I don’t like Donald Trump’s Twitter account. It’s often crass and inappropriate. Sometimes it’s just plain juvenile and foolish. It’s even false at times, and it usually falls below the threshold of what I’d consider presidential.
There was a long stretch during the epic 2016 presidential campaign cycle that I was certain Trump just couldn’t help it. I believed that his emotions simply got the best of him, and he’d let his 140 characters fly, taking no prisoners. It looked then like a simple tantrum, but I’ve come to see things differently. Nobody wins a major party’s nomination — much less the United States Presidency — by accident. As much as I dislike @realDonaldTrump, I think I know why his Twitter account is an asset and not a liability.
For years, decades even, the left and the media have weaponized conservatives’ devotion to civility. Mitt Romney failed in 2012 for a few important reasons, among them was how nice he was. He exuded decency, because it had served him extremely well in business, faith and family. How often was he criticized for being too vanilla, too plain, too boring? Too … nice. Even conservatives were angered by what they saw as inadequate hostility toward Barack Obama. And when Mitt did try getting tough, it just didn’t seem to be him.
There’s tragedy in recognizing that we may be living in a post-decency world, especially in politics — a realm that has always been spirited. But we have moved beyond spirited. Politics have turned from very colorful to very dark. The dripping hatred that the loudest voices on both sides have for one another is sucking the joy out of our political diversity. We’ve all been there these last few months, with emotions sashaying all over, from meme to meme and post to post on social media. Seems that “nice” doesn’t matter much, along with its sibling casualties “civil” and “decent.” I’ve even gotten to the point that I get irritated at memes and posts I AGREE with.
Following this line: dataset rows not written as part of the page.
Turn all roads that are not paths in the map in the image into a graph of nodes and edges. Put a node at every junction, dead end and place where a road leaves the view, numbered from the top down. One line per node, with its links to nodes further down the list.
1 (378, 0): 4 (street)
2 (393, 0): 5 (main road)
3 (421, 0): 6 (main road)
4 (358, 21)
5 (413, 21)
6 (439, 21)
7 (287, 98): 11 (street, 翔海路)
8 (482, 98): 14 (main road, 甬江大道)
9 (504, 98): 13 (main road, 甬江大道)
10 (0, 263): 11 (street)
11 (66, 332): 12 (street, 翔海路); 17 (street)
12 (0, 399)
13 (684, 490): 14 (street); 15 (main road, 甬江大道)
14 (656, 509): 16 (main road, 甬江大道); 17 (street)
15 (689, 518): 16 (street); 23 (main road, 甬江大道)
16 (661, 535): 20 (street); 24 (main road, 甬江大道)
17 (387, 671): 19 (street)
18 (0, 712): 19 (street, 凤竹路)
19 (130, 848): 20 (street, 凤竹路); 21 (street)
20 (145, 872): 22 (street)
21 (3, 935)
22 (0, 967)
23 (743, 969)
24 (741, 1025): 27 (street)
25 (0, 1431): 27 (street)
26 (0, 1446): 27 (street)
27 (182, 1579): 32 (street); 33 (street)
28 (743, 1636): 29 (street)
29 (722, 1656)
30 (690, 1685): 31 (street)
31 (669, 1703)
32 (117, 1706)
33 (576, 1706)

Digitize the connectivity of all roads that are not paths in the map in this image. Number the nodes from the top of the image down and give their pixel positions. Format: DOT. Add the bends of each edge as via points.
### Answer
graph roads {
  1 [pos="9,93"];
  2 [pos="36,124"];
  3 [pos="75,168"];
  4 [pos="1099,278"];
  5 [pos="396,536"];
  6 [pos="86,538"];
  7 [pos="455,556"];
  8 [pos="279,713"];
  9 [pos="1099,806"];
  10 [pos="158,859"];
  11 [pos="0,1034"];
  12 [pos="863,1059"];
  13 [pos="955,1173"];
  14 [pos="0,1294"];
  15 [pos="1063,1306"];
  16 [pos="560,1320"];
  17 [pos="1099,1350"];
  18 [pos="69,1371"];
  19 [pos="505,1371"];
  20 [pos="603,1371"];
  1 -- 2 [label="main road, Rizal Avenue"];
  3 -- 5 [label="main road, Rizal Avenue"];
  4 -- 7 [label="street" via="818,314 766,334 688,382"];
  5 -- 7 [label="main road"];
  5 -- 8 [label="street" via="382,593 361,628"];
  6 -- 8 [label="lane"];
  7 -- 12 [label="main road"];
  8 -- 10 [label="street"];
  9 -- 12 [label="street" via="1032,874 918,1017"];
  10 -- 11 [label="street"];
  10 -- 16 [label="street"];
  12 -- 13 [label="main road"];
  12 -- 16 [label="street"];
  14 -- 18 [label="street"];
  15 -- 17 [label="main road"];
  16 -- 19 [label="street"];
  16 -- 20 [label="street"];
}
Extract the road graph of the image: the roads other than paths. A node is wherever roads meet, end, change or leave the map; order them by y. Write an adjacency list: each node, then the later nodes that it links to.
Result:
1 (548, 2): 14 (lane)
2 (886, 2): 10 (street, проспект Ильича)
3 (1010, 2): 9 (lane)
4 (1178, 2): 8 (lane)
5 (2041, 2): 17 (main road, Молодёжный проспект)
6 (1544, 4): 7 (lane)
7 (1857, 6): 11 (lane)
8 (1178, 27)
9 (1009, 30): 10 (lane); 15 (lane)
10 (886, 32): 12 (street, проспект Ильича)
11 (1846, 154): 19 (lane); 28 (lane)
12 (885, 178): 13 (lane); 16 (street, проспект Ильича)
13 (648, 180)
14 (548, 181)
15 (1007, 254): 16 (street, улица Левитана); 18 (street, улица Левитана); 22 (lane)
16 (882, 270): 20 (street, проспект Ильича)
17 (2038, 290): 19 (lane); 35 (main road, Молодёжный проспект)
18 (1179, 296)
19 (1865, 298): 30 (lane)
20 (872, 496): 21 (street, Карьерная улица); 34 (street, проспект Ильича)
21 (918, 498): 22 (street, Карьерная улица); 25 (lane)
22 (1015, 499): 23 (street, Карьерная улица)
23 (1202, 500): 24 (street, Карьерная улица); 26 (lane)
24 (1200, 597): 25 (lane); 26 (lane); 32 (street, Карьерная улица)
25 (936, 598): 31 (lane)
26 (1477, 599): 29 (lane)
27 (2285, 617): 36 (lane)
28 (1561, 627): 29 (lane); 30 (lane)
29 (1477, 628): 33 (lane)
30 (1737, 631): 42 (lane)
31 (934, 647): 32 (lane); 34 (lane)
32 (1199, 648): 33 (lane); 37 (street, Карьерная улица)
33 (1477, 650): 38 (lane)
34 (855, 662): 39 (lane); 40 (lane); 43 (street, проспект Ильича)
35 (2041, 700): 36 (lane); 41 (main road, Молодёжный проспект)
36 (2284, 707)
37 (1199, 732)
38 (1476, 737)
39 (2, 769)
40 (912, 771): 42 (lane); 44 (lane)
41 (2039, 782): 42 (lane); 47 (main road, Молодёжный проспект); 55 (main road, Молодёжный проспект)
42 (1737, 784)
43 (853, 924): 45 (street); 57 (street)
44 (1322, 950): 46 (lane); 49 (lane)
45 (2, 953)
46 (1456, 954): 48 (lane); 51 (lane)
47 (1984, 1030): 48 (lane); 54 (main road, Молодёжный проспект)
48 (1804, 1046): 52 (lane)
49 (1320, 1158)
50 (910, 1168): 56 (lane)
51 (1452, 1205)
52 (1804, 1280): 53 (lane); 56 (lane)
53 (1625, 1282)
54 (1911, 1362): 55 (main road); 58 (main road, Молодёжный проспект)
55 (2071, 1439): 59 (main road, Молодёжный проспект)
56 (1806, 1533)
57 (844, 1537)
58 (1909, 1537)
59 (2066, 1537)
This is just my observation, but I believe President Trump tweets as he does because he continues to get a very specific and predictable result: a media system that discredits themselves by over-reacting to the latest tweet that they believe is the “Gotcha!” they’ve been hoping for. Trump knows he will never, ever, have them in his corner, especially if he delivers on his campaign promises. They are more valuable as a clear adversary, because most in America despise the media. The enemy of our enemy is our friend — even if we don’t like what he tweets.
It’s also identical to why the media was so catastrophically wrong on their election analysis. What they didn’t see before Nov. 8, they still don’t see — a nation hungry for someone who will fight hard for them and for their country, for their economy, and for their communities. Barack Obama apologized to other nations and bowed to their leaders. Donald Trump bows to no one and puts America first. And that alone forgives a thousand offensive tweets.
As much as I don’t like Donald Trump’s Twitter storms, they represents the fight against forces many of us despise even more: the progressive political regime whose leaders play identity politics at every turn with all the white privilege and the safe spaces and the xenophobia and the bigotry blah, blah, blah. Democrats are losing en masse in legislative districts and gubernatorial races across this country — for the same reason the media goes guano-crazy every time President Trump tweets something controversial. Despite all of the media’s efforts, America is still putting their faith in traditionalism in races closest to home, and in their fits of panic over losing influence they abandon journalistic integrity and intellectual consistency.
Even through the recent controversies, Trump’s approval ratings hover just above 50 percent. The media is flabbergasted, angry, and irritated. And that, right there, may just be the point of @realDonaldTrump.